> **ACTION ITEM**:
What you give back should match the records word for word.

Data records
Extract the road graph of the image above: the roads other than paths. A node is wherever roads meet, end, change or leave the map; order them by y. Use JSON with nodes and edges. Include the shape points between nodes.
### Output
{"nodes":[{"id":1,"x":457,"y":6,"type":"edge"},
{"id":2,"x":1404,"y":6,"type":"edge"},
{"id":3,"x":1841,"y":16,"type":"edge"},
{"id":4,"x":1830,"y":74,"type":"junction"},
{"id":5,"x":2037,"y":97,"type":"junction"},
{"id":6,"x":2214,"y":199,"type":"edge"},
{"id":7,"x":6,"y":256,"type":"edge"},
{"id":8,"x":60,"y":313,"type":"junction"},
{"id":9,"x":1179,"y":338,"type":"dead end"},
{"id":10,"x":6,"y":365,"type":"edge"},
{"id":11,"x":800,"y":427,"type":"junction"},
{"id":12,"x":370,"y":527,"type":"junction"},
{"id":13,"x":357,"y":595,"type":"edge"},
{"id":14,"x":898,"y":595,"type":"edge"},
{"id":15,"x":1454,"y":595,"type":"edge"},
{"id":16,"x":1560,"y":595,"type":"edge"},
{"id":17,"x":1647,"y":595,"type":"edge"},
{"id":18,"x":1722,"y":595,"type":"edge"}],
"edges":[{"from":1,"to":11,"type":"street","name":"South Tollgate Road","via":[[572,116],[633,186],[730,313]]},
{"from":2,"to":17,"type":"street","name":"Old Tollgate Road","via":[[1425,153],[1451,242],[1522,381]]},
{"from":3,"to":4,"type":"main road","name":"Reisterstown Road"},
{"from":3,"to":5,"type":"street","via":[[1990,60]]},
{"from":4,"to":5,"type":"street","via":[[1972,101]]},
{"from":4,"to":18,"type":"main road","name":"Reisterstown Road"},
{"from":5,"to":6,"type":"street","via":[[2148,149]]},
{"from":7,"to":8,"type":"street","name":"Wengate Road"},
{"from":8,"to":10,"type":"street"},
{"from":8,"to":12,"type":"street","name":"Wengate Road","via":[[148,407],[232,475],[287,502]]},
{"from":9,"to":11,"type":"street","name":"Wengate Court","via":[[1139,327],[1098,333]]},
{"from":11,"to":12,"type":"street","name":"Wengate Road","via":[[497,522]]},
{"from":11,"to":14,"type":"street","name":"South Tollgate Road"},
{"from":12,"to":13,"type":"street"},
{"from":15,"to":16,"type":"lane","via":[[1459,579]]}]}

> **TASK OUTPUT**:
Extract the road graph of the image above: the roads other than paths. A node is wherever roads meet, end, change or leave the map; order them by y. Use JSON with nodes and edges. Include the shape points between nodes.
### Output
{"nodes":[{"id":1,"x":457,"y":6,"type":"edge"},
{"id":2,"x":1404,"y":6,"type":"edge"},
{"id":3,"x":1841,"y":16,"type":"edge"},
{"id":4,"x":1830,"y":74,"type":"junction"},
{"id":5,"x":2037,"y":97,"type":"junction"},
{"id":6,"x":2214,"y":199,"type":"edge"},
{"id":7,"x":6,"y":256,"type":"edge"},
{"id":8,"x":60,"y":313,"type":"junction"},
{"id":9,"x":1179,"y":338,"type":"dead end"},
{"id":10,"x":6,"y":365,"type":"edge"},
{"id":11,"x":800,"y":427,"type":"junction"},
{"id":12,"x":370,"y":527,"type":"junction"},
{"id":13,"x":357,"y":595,"type":"edge"},
{"id":14,"x":898,"y":595,"type":"edge"},
{"id":15,"x":1454,"y":595,"type":"edge"},
{"id":16,"x":1560,"y":595,"type":"edge"},
{"id":17,"x":1647,"y":595,"type":"edge"},
{"id":18,"x":1722,"y":595,"type":"edge"}],
"edges":[{"from":1,"to":11,"type":"street","name":"South Tollgate Road","via":[[572,116],[633,186],[730,313]]},
{"from":2,"to":17,"type":"street","name":"Old Tollgate Road","via":[[1425,153],[1451,242],[1522,381]]},
{"from":3,"to":4,"type":"main road","name":"Reisterstown Road"},
{"from":3,"to":5,"type":"street","via":[[1990,60]]},
{"from":4,"to":5,"type":"street","via":[[1972,101]]},
{"from":4,"to":18,"type":"main road","name":"Reisterstown Road"},
{"from":5,"to":6,"type":"street","via":[[2148,149]]},
{"from":7,"to":8,"type":"street","name":"Wengate Road"},
{"from":8,"to":10,"type":"street"},
{"from":8,"to":12,"type":"street","name":"Wengate Road","via":[[148,407],[232,475],[287,502]]},
{"from":9,"to":11,"type":"street","name":"Wengate Court","via":[[1139,327],[1098,333]]},
{"from":11,"to":12,"type":"street","name":"Wengate Road","via":[[497,522]]},
{"from":11,"to":14,"type":"street","name":"South Tollgate Road"},
{"from":12,"to":13,"type":"street"},
{"from":15,"to":16,"type":"lane","via":[[1459,579]]}]}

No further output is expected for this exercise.